With the new support came a new First Vanguard, Maiden of Physalis. While Shield Seed Squire was restricted to calling a specific grade 1 from the deck, Physalis instead could call any grade 1 but only from the top 5 cards. And rather than needing her attack to hit, Physalis' condition was needing an attack she boosted to hit, with her then going into the soul as a cost. The downside to this was that while you could fetch that essential 8k booster for your vanguard, there was also a real chance for Physalis to fail and leave you down a card for no payoff.

Venus Trap decks thus had three options to consider. They could run the Shield Seed-Blade Seed line, up to grade 1, or up to a tech Knight of Harvest to try to build up the field for a Sephirot turn. They could run Physalis for the chance to grab a Corolla Dragon or a Cherry Bloom to kick off their superior calls. And finally, they could run Broccolini Musketeer Kyrah from Blue Storm Armada, a grade 3 searcher that nobody really wanted to have to use due to their ~30% success rate.

(Musketeers ran her just to retire her.)

Maiden of Cherry Stone
The Shield Seed option had the advantage that a Shield Seed Squire boosted by Maiden of Cherry Stone would be able to create a 16k column on the other side of the field if its attack hit. Physalis' failure rate should have been around 15-20% (approximately equivalent to the failure rate for G Assisting from grade 0 to grade 1 in later formats) but because you didn't want to call perfect guards when they were the only grade 1s in the top 5, she actually had a higher chance to whiff than you'd expect.
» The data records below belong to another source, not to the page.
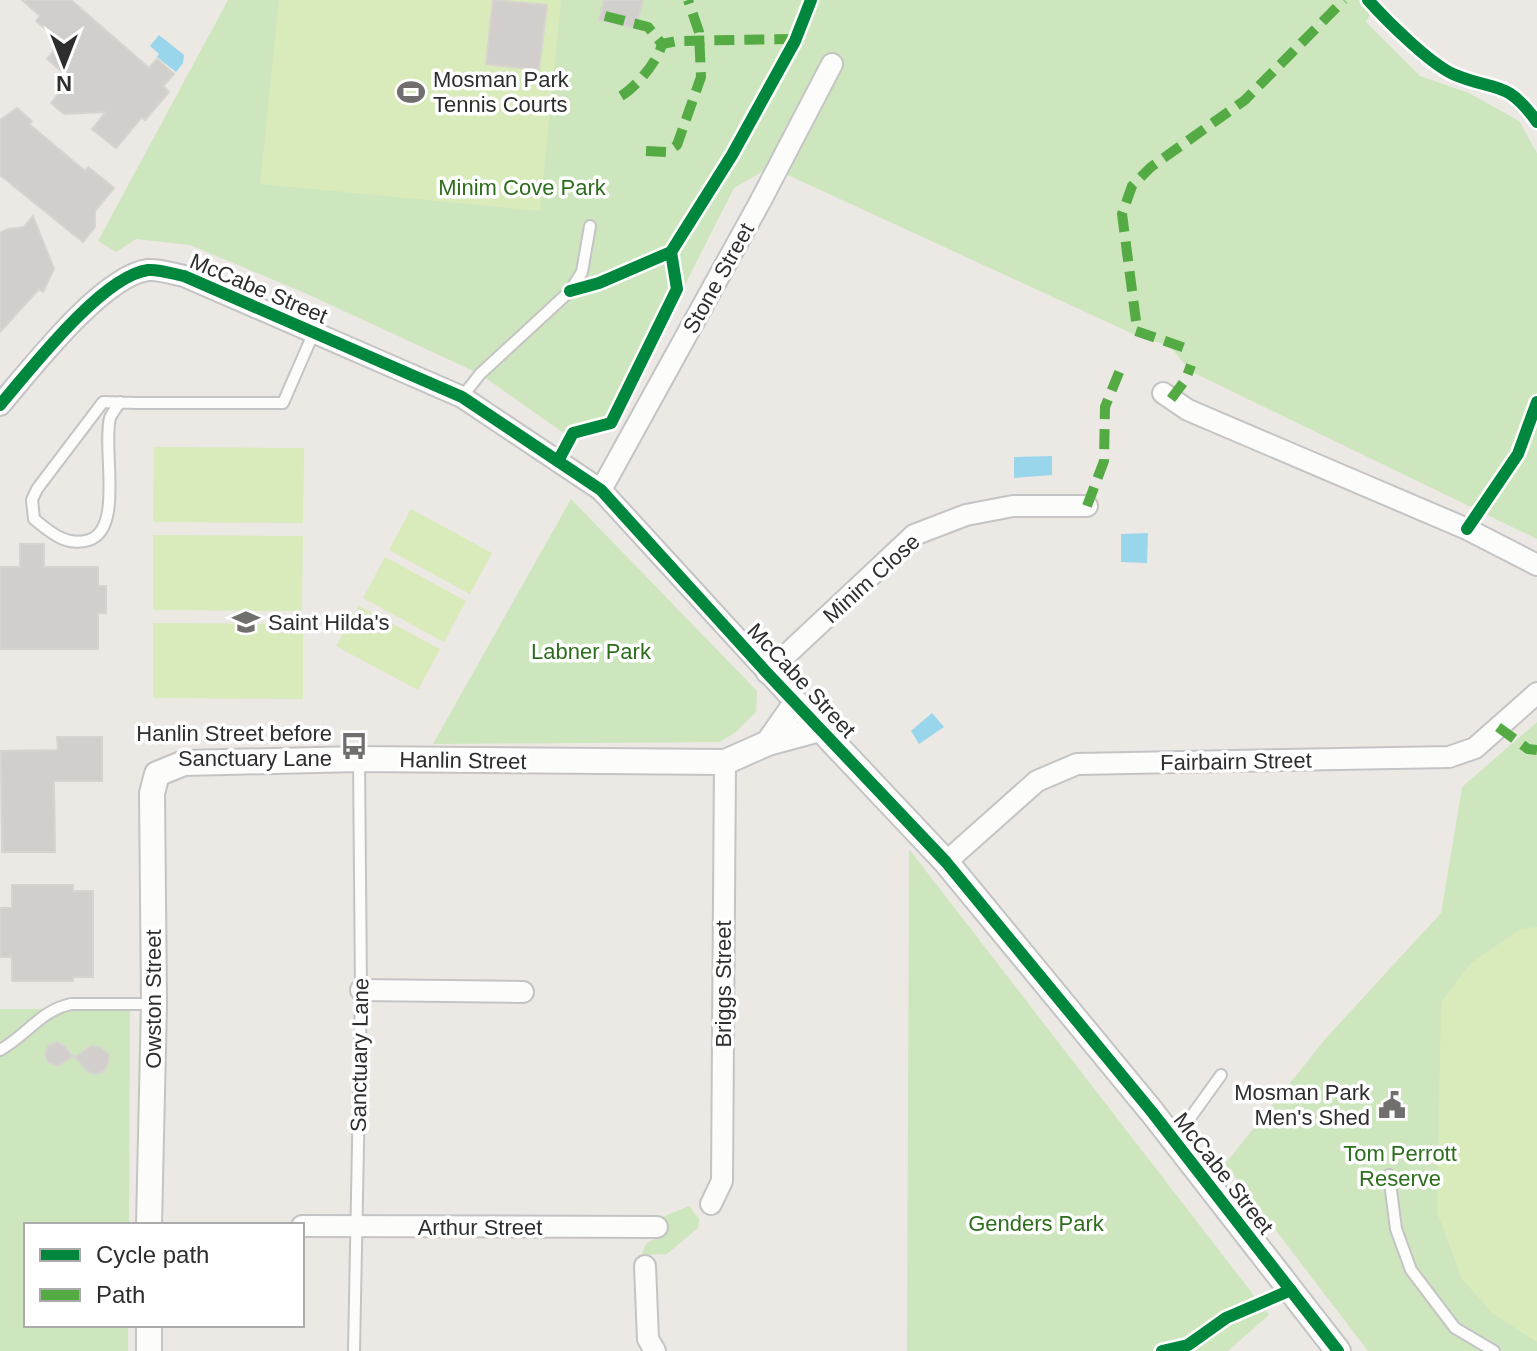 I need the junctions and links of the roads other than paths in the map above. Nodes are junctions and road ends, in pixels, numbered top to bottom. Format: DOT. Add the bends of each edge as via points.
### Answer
graph roads {
  1 [pos="832,64"];
  2 [pos="590,226"];
  3 [pos="314,332"];
  4 [pos="1163,393"];
  5 [pos="462,397"];
  6 [pos="120,402"];
  7 [pos="0,405"];
  8 [pos="601,490"];
  9 [pos="1087,506"];
  10 [pos="1537,565"];
  11 [pos="767,673"];
  12 [pos="1537,693"];
  13 [pos="796,703"];
  14 [pos="820,729"];
  15 [pos="768,743"];
  16 [pos="359,759"];
  17 [pos="725,762"];
  18 [pos="157,774"];
  19 [pos="946,862"];
  20 [pos="361,990"];
  21 [pos="523,992"];
  22 [pos="154,1004"];
  23 [pos="0,1050"];
  24 [pos="1221,1075"];
  25 [pos="1174,1141"];
  26 [pos="1389,1175"];
  27 [pos="711,1204"];
  28 [pos="149,1223"];
  29 [pos="304,1226"];
  30 [pos="355,1226"];
  31 [pos="657,1227"];
  32 [pos="645,1266"];
  33 [pos="149,1327"];
  34 [pos="149,1351"];
  35 [pos="354,1351"];
  36 [pos="655,1351"];
  37 [pos="1338,1351"];
  38 [pos="1494,1351"];
  1 -- 8 [label="street, Stone Street"];
  2 -- 5 [label="lane" via="582,272 570,291"];
  3 -- 5 [label="street, McCabe Street"];
  3 -- 6 [label="lane" via="283,403"];
  3 -- 7 [label="street, McCabe Street" via="184,276 148,270 120,282 83,309"];
  4 -- 10 [label="street" via="1188,410 1467,529"];
  5 -- 8 [label="street, McCabe Street"];
  6 -- 6 [label="lane" via="110,418 107,523 95,538 61,540 34,519 32,500 103,402"];
  8 -- 11 [label="street, McCabe Street"];
  9 -- 11 [label="street, Minim Close" via="1013,506 966,515 914,535"];
  11 -- 13 [label="street, McCabe Street"];
  12 -- 19 [label="street, Fairbairn Street" via="1475,748 1449,757 1077,764 1037,781"];
  13 -- 14 [label="street, McCabe Street"];
  13 -- 15 [label="street"];
  14 -- 15 [label="street, Hanlin Street"];
  14 -- 19 [label="street, McCabe Street"];
  15 -- 17 [label="street, Hanlin Street"];
  16 -- 17 [label="street, Hanlin Street"];
  16 -- 18 [label="street, Hanlin Street" via="184,763"];
  16 -- 20 [label="lane, Sanctuary Lane"];
  17 -- 27 [label="street, Briggs Street" via="722,1181"];
  18 -- 22 [label="street, Owston Street" via="152,793"];
  19 -- 25 [label="street, McCabe Street"];
  20 -- 21 [label="street"];
  20 -- 30 [label="lane, Sanctuary Lane"];
  22 -- 23 [label="lane" via="58,1007"];
  22 -- 28 [label="street, Owston Street"];
  24 -- 25 [label="lane"];
  25 -- 37 [label="street, McCabe Street"];
  26 -- 38 [label="lane" via="1396,1229 1411,1270 1455,1328"];
  29 -- 30 [label="street, Arthur Street"];
  30 -- 31 [label="street, Arthur Street"];
  30 -- 35 [label="lane, Sanctuary Lane"];
  32 -- 36 [label="street" via="648,1339"];
  33 -- 34 [label="street"];
} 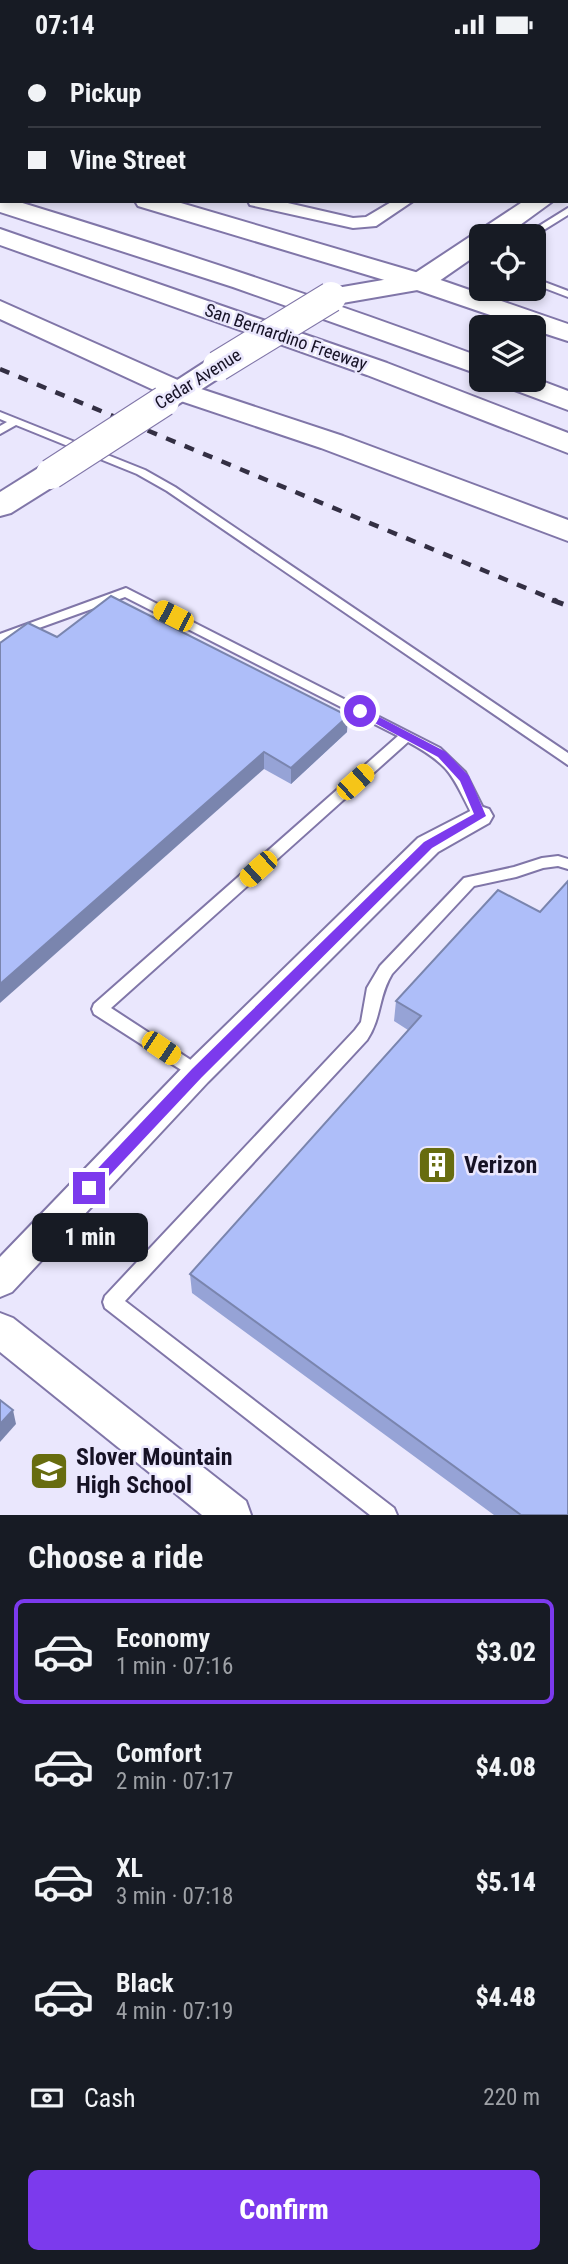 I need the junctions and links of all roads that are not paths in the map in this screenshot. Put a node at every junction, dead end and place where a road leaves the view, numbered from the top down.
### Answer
1 (154, 203) edge
2 (265, 203) edge
3 (402, 203) edge
4 (538, 203) edge
5 (0, 204) edge
6 (568, 211) edge
7 (507, 224) edge
8 (546, 225) edge
9 (0, 237) edge
10 (469, 249) edge
11 (420, 282) junction
12 (546, 286) edge
13 (568, 294) edge
14 (0, 309) edge
15 (568, 333) edge
16 (469, 363) edge
17 (545, 392) edge
18 (172, 396) junction
19 (568, 401) edge
20 (0, 415) edge
21 (15, 421) junction
22 (0, 431) edge
23 (568, 445) edge
24 (0, 506) edge
25 (568, 531) edge
26 (0, 638) edge
27 (407, 735) junction
28 (568, 760) edge
29 (481, 816) joint
30 (568, 864) edge
31 (197, 1073) junction
32 (0, 1281) edge
33 (0, 1330) edge
34 (232, 1515) edge
35 (387, 1515) edge

1 - 11 main road
2 - 3 street
4 - 7 main road
5 - 16 main road, San Bernardino Freeway
6 - 8 lane
9 - 23 main road, San Bernardino Freeway
10 - 11 main road, Cedar Avenue
11 - 15 main road
11 - 18 main road, Cedar Avenue, bridge
12 - 13 lane
14 - 18 main road
17 - 19 main road
18 - 24 main road, Cedar Avenue, bridge
18 - 25 main road
20 - 21 lane
21 - 22 lane
21 - 28 lane
26 - 27 lane
27 - 29 lane
27 - 31 lane
29 - 31 street
30 - 35 lane
31 - 32 street
33 - 34 street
Even if she failed to find a grade 1, going into the soul meant more soul for Cherry Bloom, which was never an option for Shield Seed. Thus your choice of FV would be impacted primarily by whether or not you felt it was worthwhile to integrate the Blade Seed line into your deck and how much you valued being able to use Cherry Bloom a second time on grade 2 or third time on grade 3. The Cherry sisters were now instant staples in every Neo Nectar deck, which was more than acceptable seeing as they were Single Rares.

In fact, BT14 marked Neo Nectar's return to budget status--once again they had no Triple Rares, with Wisteria and Venus Trap both stopping at Double

Unfortunately, beyond these five cards Neo Nectar didn't receive much from the set. They got an on-hit countercharge in White Rose Musketeer Alberto, a new Musketeer perfect guard for the Cecilia deck, and a Starlight Unicorn clone in the form of Lotus Druid. Lotus Druid was likely intended as a Lock target, since you could call it to power something up and then do away with it, but Lady of the Sunlit Forest or their local damage inducer Tulip Musketeer Mina were both more compelling. Eventually Cardfight Pack Vol. 11 brought one more promo card for the Musketeer deck, Pansy Musketeer Sylvia. She was a Devil Summoner clone but instead of calling the top card if it was grade 1 or 2, she could call it as long as it was a Musketeer, more or less guaranteeing a +1 that could then be retired and turned into another unit.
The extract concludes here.